No tuve más remedio. Me decidí a que me instalaran Internet y, después de no pocas vacilaciones y dudas del técnico (vuelta a abrirle las tripas al aparato porque el móden interno sólo hacía ¡bip! ¡bip! y no conectaba, inexplicable, no lo entiendo, decía), quedé solo, aislado en la pura tecnología, no muy tranquilo, y me determiné a navegar.
Desde entonces, han transcurrido tres o cuatro meses. Y lo reconozco, más que navegante, soy un náufrago.
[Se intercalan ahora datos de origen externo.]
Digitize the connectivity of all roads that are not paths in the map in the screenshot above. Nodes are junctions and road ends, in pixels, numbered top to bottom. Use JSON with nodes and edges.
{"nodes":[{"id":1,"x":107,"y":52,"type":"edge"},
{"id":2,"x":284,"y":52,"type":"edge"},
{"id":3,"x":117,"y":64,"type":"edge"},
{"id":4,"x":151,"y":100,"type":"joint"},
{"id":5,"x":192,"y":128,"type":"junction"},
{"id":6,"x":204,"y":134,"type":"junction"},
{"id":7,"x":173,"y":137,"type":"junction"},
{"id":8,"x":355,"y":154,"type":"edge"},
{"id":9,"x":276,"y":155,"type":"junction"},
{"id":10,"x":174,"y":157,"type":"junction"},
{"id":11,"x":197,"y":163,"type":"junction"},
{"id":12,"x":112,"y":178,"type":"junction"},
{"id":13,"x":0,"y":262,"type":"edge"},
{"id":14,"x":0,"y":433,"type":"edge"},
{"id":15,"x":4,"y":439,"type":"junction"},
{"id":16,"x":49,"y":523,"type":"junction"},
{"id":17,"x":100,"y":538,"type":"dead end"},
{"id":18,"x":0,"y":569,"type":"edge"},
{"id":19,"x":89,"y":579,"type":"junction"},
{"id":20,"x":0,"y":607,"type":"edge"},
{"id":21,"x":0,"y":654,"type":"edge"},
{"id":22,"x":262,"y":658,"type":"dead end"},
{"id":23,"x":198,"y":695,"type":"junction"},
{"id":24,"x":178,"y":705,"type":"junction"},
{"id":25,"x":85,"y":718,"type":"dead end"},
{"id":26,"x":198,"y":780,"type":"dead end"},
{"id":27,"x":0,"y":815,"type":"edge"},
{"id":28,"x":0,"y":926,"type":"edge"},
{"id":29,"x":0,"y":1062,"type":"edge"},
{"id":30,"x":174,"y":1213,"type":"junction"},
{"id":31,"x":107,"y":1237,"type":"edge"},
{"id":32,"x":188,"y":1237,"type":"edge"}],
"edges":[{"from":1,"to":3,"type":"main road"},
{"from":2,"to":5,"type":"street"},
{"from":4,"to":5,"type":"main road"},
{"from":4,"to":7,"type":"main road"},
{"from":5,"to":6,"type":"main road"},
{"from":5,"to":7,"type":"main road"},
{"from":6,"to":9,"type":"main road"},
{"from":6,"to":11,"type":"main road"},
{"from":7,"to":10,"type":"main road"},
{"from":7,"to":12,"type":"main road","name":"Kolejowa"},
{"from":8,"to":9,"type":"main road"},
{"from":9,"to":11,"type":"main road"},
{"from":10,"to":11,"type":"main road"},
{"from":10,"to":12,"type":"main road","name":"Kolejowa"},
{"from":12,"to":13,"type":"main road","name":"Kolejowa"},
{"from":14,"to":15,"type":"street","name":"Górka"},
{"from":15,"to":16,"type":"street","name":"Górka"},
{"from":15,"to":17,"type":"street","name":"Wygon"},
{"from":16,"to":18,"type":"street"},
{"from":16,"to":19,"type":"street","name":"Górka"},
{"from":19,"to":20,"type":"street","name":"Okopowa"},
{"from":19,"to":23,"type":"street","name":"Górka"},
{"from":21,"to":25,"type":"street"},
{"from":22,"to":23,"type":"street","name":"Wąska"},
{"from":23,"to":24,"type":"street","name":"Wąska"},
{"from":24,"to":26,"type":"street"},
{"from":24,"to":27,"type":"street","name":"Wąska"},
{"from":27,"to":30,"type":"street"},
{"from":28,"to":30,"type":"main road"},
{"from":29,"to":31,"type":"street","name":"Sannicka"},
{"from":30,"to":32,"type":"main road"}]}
Cada vez que me adentro en las tareas de la navegación, los mensajes son de este tipo: «No se puede establecer conexión con el servidor, conexión fallida, primer intento de cinco, vuelva a conectarse», y así. Después de varias o múltiples e inútiles intentonas, logro conectarme. Trascurren doce minutos, o más, y empiezan a aparecer los colorines de Ole o de Yahoo. El reloj de arena se eterniza. Escribo la dirección de algún periódico o de algún museo. Cuando empiezan a bajar las páginas o las fotografías ¡por fin!, me froto las manos, porque ya estaba a punto de largarme más allá del extranjero. En ese instante, el móden interno hace ¡bip! y se desconecta. Vuelta a empezar. Después de otra media hora de intentona navegante, estoy a punto de conseguirlo. Pero aparece la familia y me sugiere que ya está bien de acaparar el teléfono. He tenido que instalar una segunda línea. A final de mes, la factura del teléfono indica más de sesenta apuntes de 14,47 minutos por los que tengo que pagar sin haberlos disfrutado. Son las conexiones fallidas, dicen.
Así que he vuelto a mis lecturas y a mi rutinario caudal de información escrita y diaria, como antes. Que la todopoderosa, celestial y sacrosanta triple WWW perdone mi descreimiento. Al menos hasta que Telefónica amplíe la capacidad de los servidores. O nos concedan la tarifa plana. Todo puede ser.